Ein Land erwacht

Deutschland 2006 von stefan wirner

Geht es Ihnen auch so? Sie schlagen am Morgen die Augen auf, blicken aus dem Fenster auf den winterlichen Hinterhof und haben keine Lust aufzustehen? Lieber ziehen Sie sich die Decke noch einmal über den Kopf und verkriechen sich in die Kissen, nach dem Motto: Was du heute kannst besorgen, das verschiebe ruhig auf morgen? Dann sind Sie auch ein Angehöriger eines aussterbenden Menschenschlags in Deutschland.

Denn der bislang immer nur beschworene »Ruck« scheint nun tatsächlich durch das Land zu gehen. »Wir alle wissen, Deutschland steht vor einem Berg von Aufgaben«, sagte Bundespräsident Horst Köhler in seiner Weihnachtsansprache. »Jahrzehnte lang war Deutschland in Europa an der Spitze. Da wollen wir wieder hin.«

Die Bild-Zeitung war begeistert von der Ansprache und präzisierte sie sogleich: »Deutschland muss wieder Spitze in der Welt werden.« Denn warum soll der Aufstieg nur an die Spitze Europas führen, wenn sich die Deutschen alle gemeinsam auf die Socken machen? Das nächste Jahr biete »die große Chance, nach den Jahren des Niedergangs das Blatt zu wenden«. Keineswegs soll 2006 das internationale Jahr der Wüsten und der Wüstenbildung werden, wie die Vereinten Natio­nen vorschlagen. Bild hat sich eine andere Meinung gebildet: »2006 muss das Jahr der Deutschen werden.« Wer sagt’s der Uno?

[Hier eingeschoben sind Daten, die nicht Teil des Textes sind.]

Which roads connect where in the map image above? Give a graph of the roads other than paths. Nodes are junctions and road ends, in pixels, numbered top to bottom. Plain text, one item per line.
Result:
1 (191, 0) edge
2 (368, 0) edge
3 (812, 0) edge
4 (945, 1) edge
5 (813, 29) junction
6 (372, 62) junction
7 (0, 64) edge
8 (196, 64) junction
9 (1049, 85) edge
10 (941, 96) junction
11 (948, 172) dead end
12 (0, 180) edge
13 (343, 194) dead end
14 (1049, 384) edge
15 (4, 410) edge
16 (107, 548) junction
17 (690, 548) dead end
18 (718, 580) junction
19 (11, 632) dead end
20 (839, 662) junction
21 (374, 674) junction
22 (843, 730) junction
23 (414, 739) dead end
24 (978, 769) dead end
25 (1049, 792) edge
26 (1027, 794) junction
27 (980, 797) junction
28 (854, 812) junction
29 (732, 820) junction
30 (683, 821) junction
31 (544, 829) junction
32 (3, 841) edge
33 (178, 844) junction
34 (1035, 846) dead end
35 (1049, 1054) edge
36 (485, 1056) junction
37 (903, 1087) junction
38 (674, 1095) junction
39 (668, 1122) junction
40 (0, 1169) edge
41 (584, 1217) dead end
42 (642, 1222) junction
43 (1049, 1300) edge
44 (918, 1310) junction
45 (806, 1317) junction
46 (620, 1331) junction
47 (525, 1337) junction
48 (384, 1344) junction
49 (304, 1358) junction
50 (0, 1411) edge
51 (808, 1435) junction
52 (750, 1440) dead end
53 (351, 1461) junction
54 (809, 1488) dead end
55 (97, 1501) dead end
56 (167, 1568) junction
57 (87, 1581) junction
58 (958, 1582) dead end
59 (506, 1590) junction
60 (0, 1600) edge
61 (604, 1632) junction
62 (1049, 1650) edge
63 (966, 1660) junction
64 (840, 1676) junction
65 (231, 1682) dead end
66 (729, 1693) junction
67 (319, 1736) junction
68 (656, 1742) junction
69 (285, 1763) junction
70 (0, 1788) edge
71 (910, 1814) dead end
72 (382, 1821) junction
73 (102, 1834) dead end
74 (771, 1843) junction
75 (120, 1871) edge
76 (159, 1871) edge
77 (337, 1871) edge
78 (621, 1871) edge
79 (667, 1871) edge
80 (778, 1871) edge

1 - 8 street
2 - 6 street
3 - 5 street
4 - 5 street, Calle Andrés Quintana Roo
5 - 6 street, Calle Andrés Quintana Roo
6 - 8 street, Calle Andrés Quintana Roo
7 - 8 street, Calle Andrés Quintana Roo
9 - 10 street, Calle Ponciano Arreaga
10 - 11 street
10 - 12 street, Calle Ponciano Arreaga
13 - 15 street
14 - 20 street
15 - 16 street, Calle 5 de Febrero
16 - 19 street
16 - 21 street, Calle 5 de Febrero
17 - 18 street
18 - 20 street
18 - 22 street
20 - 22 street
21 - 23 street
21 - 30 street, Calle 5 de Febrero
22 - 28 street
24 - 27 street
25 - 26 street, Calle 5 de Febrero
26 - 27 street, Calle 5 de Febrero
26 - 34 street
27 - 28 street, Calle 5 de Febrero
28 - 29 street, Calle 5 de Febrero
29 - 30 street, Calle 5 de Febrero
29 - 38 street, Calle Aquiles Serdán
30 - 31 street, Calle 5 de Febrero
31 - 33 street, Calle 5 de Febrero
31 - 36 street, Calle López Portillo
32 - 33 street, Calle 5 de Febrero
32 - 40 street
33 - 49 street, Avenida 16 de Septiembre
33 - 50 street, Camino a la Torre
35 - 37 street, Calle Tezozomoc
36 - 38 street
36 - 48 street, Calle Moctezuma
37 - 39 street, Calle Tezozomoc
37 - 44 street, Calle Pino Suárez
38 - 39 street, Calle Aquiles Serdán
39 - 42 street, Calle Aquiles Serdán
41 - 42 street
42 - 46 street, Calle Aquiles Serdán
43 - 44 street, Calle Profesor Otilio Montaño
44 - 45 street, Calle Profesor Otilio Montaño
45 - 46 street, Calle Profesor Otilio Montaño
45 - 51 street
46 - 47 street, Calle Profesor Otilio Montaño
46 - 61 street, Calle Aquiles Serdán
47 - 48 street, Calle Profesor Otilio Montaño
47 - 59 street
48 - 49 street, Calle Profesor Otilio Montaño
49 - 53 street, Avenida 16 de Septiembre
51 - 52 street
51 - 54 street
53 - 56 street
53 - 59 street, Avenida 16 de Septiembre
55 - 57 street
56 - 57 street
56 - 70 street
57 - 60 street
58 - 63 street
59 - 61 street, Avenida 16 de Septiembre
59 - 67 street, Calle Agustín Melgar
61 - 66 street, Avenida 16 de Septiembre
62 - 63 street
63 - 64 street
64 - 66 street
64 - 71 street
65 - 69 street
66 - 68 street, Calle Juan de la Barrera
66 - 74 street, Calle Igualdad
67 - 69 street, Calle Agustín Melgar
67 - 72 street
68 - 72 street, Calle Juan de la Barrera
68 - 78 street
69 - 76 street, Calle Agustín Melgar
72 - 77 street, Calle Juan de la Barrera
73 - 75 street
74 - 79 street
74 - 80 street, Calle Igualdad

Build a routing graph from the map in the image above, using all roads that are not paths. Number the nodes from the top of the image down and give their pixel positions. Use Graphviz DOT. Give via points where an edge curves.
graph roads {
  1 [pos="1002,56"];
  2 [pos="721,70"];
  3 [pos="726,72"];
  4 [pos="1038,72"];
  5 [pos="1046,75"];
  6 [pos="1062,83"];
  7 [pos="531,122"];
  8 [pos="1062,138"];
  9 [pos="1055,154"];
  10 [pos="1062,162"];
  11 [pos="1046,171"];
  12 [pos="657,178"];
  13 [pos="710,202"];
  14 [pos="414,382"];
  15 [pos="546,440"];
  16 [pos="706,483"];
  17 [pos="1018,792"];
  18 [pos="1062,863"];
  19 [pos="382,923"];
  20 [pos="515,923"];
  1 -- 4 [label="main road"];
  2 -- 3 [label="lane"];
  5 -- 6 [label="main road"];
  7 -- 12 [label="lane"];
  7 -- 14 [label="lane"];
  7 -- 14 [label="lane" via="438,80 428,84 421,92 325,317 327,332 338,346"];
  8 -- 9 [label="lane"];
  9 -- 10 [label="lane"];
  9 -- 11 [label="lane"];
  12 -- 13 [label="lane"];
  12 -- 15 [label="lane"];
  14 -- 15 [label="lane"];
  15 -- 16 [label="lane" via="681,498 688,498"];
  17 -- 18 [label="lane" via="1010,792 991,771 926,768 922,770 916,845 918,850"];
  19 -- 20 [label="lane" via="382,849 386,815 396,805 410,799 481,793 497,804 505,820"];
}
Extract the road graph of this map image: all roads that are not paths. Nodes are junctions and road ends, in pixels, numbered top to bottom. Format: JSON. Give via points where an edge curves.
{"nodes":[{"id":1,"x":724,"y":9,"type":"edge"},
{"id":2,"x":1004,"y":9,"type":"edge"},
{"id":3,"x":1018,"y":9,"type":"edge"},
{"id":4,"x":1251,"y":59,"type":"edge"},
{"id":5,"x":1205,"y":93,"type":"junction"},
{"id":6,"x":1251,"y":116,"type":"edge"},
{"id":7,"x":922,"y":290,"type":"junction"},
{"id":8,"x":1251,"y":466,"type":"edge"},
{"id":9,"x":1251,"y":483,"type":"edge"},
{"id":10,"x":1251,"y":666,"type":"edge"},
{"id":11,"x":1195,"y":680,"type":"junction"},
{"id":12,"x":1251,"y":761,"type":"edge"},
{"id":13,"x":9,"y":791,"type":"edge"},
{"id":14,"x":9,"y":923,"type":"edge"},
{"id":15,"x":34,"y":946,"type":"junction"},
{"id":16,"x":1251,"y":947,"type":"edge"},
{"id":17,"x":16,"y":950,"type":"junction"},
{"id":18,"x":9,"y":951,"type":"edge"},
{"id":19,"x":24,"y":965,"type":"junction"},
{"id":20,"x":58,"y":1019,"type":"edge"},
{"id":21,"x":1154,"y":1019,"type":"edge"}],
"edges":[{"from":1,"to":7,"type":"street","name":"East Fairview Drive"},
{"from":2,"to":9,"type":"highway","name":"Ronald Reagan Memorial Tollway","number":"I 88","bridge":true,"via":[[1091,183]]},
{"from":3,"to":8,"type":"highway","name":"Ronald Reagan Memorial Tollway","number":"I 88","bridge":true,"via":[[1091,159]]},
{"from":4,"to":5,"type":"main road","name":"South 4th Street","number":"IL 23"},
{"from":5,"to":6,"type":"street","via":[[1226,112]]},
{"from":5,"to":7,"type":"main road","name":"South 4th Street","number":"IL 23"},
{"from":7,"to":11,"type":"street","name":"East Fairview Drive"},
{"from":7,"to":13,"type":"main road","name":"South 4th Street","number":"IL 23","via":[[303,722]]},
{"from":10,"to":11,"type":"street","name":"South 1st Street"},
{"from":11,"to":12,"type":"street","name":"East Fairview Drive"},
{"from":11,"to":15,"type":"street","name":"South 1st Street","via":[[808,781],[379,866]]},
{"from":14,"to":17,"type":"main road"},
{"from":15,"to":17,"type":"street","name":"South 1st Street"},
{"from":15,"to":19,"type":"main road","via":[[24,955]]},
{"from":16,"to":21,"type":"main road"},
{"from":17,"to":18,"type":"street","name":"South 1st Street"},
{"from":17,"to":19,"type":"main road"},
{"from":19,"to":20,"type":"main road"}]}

Wer trotz dieser Verheißungen weiter hoffte, dass die Mühen und Plagen des Wiederaufbaus eines offenbar völlig darnieder liegenden Landes an ihm vorüberziehen mögen, wurde noch vor Jahresende von einem Brief der Kanzlerin, den sie in Zeitungen und Zeitschriften abdrucken ließ, aufgeschreckt. »Liebe Bürgerinnen und Bürger«, hieß es darin, »in den vergangenen Wochen und Monaten bin ich oft gefragt worden, warum ich dieses Land regieren möchte. Bei all den Problemen, vor denen wir zurzeit stehen. Ich entgegne dann immer: weil ich an dieses Land und seine Menschen glaube! Weil Deutschland voller Chancen steckt.«

»Überraschen wir uns damit, was möglich ist und was wir können«, schlug sie vor, und Köhler nahm sie umgehend beim Wort und überraschte »uns« mit einem Vorschlag, der zeigte, dass Deutschland sich nicht nur daran macht, seine Chancen zu nutzen, sondern en passant auch noch die Unterschiede zwischen Arbeitern und Kapitalisten vergessen machen will. Er schlug im stern vor, »die Ertragsbeteiligung der Arbeitnehmer oder ihre Beteiligung am Produktivvermögen wieder auf den Tisch zu bringen«. Denn Lohnabhängige und Unternehmer müssten begreifen, dass sie »angesichts des weltweiten Wettbewerbs im selben Boot sitzen«.

Ertragsbeteiligung, das hört sich gut an, mag sich manch einer gedacht haben im Land des Exportweltmeisters. Fragt sich nur, woran der Lohnabhängige beteiligt wird, wenn das Unternehmen der Bilanz nach keinen Gewinn macht, um keine Steuern zahlen zu müssen. Gibt es zukünftig gar keine Tarifverträge und Lohnerhöhungen mehr, sondern nur noch Beteiligungen am Risiko des Unternehmens? Schuften alle noch mehr, weil sie glauben, sie kämen so voran, und halten damit doch nur den Kopf über Wasser?

Das sind naturgemäß die Fragen der Zauderer und Blockierer. Die aufgewachten Deutschen, überzeugte Unternehmer in nationaler Sache, sitzen derweil längst »im selben Boot« und schiffen den »Berg von Aufgaben« hinauf. Die einen rudern, und die anderen lachen sich insgeheim kaputt über den Unsinn, den der Steuermann und die Kapitänin den Rudernden weismachen. Nur ein paar wenige drehen sich lieber um und dösen noch ein wenig, solange das noch geht.